Sound and video recordings of lecture presentations given at a two-day Symposium in Celebration of the 75th Birthday of Roger R. Revelle held on March 9-10, 1984.
Symposium in Celebration of the 75th Birthday of Roger R. Revelle recordings, 1984 March 9-10 (SMC 73)
Extent: 1 Linear feet (1 record carton)
Digital Content
Recordings have been digitally reformatted.
Roger Randall Dougan Revelle (1909-1991) was a scientist, academic administrator and early theorist on the subject of climate change. He earned a B.S. in Geology from Pomona College in 1929 and a Ph.D. in Oceanography from the University of California, Berkeley in 1936 after completing a research assistantship at the Scripps Institution of Oceanography (SIO). During his graduate work at SIO, Revelle was initially tasked to gather and analyze samples of marine sediments collected by research vessels. However, he became increasingly interested in a parallel investigation into the solubility of calcium carbonate and carbon dioxide in sea water. This early research on the carbon cycle was the foundation for his lifelong study of the connection between anthropogenic fossil fuel emissions and atmospheric carbon dioxide levels.
During World War II Revelle served as a sonar officer assigned to the U.S. Navy Sound Laboratory in San Diego from 1941 to 1942. During this time he also served as a project officer for the University of California Division of War Research. In 1946 he was appointed Commander of the Subsection on Water Studies for the Bureau of Ships. He was officially commended for his outstanding work by the Secretary of the Navy, and his emergent reputation would later allow him to effect considerable influence in naval oceanographic research programs. He received several promotions and was appointed Chief Liaison between the U.S. Navy and the many divisions of the National Defense Research Committee, including the Woods Hole Oceanographic Institution, the Underwater Sound Laboratory and the Harvard University Underwater Sound Group.

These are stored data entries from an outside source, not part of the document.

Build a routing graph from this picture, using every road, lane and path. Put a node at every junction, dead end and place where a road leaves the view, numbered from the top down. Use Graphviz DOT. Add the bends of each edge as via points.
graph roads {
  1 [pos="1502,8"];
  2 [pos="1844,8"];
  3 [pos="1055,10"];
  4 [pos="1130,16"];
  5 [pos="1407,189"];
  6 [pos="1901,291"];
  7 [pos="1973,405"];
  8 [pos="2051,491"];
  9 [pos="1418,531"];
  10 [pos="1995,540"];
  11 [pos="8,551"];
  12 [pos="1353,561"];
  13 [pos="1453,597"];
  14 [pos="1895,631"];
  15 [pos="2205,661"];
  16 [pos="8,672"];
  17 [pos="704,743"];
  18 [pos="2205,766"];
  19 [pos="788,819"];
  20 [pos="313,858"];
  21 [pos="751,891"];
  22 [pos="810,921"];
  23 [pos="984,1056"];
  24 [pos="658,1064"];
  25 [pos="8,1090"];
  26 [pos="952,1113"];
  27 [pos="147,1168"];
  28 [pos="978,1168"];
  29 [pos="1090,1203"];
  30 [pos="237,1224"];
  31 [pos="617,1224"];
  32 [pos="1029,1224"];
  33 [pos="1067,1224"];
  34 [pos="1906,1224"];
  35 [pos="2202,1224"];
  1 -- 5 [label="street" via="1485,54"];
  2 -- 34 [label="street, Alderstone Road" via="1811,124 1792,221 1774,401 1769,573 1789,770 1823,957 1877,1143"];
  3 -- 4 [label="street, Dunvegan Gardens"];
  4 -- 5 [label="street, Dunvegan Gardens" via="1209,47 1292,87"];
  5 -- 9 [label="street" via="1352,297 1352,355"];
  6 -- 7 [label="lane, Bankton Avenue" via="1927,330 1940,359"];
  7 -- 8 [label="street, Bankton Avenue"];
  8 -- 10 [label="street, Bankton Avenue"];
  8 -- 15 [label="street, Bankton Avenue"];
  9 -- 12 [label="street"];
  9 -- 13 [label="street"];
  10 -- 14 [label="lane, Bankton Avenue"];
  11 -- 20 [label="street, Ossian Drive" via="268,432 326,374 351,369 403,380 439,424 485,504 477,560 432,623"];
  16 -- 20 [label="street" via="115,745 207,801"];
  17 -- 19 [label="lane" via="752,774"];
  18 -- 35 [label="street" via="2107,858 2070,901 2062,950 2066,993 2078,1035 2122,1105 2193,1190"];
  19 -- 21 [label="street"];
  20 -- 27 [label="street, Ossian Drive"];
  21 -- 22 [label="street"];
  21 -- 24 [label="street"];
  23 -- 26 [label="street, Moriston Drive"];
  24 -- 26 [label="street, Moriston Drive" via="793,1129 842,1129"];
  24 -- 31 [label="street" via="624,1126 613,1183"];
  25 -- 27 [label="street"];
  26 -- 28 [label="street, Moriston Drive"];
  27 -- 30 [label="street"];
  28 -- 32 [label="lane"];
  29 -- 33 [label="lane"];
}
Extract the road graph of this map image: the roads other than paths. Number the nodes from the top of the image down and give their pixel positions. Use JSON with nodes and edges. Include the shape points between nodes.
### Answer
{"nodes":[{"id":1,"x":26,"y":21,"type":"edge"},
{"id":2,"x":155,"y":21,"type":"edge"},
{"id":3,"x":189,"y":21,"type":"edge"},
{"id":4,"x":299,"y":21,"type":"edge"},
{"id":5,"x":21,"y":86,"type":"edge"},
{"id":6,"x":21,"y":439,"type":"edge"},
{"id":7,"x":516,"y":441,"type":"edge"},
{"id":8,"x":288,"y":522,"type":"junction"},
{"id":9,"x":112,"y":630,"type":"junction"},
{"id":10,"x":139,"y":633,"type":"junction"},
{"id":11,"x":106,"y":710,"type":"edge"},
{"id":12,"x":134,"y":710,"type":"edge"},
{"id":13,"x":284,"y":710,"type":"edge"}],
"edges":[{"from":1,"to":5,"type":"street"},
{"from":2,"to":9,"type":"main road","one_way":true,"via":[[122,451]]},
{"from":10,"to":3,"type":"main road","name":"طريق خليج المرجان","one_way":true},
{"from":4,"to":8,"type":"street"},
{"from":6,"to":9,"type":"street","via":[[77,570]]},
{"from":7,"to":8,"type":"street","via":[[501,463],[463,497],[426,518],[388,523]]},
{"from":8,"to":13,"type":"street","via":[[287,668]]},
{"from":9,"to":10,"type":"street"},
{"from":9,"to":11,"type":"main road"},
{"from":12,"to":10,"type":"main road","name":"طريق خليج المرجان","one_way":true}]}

He returned to SIO in 1948, where he served as director from 1951 to 1964. During this time he was a formative advocate for a new University of California campus in San Diego in the late 1950s. Under his directorship SIO was designated as the primary research center for the Atmospheric Carbon Dioxide Program of the International Geophysical Year. In 1956 Charles David Keeling joined SIO to lead the project, and its activities reinforced Revelle's interest in the global repercussions of carbon dioxide and climate change.
Revelle left SIO in 1964, formally switching fields from oceanography to public policy, and founded the Harvard Center for Population Studies where he served as director until 1976. During this time, he pioneered the application of science and technology to developing countries and world hunger. He then returned to UC San Diego as a Professor of Science and Public Policy in the Department of Political Science until his retirement.
Roger Revelle served in countless professional capacities spanning a variety of fields and projects. Among his many positions, he served as the first Science Advisor to the Secretary of the Interior, President of the American Association for the Advancement of Science and a chairman of the NASA Advisory Council. Under his leadership, the President's Science Advisory Committee Panel on Environmental Pollution published the first authoritative report recognizing carbon dioxide as a global concern in 1965. He also chaired the Energy and Climate Panel of the National Academy of Sciences which demonstrated that two-thirds of remaining atmospheric carbon dioxide exists as a result of fossil fuel pollution. One of his most prominent assignments was a presidential appointment as chairman of the Interior Panel on Waterlogging and Salinity in West Pakistan. He received the National Medal of Science in 1990, remarking: "I got it for being the grandfather of the greenhouse effect."
Sound and video recordings of lecture presentations given at a two-day Symposium in Celebration of the 75th Birthday of Roger R. Revelle, held on March 9-10, 1984. The themes for the presentations were: food, energy and population; the Earth, climate, and carbon dioxide; and science and society. Speakers included: William A. Nierenberg, Keith A. Brueckner, Harrison S. Brown, Jean Mayer, J. Tuzo Wilson, Robert M. Garrels, Glenn Seaborg, Rollin Eckis, and Emilio Q. Daddario, with concluding remarks by Revelle himself. Introductions were provided by notable scientists, including: Charles David Keeling, Walter Munk, Harmon Craig, Bill Menard and Edward Goldberg.
A program for the event outlines the order of talks, and the recordings are described in the container list below. Descriptions may include small inaccuracies as they were based on an older inventory.
Arranged in two series: 1) U-MATIC VIDEO, and 2) AUDIOCASSETTE.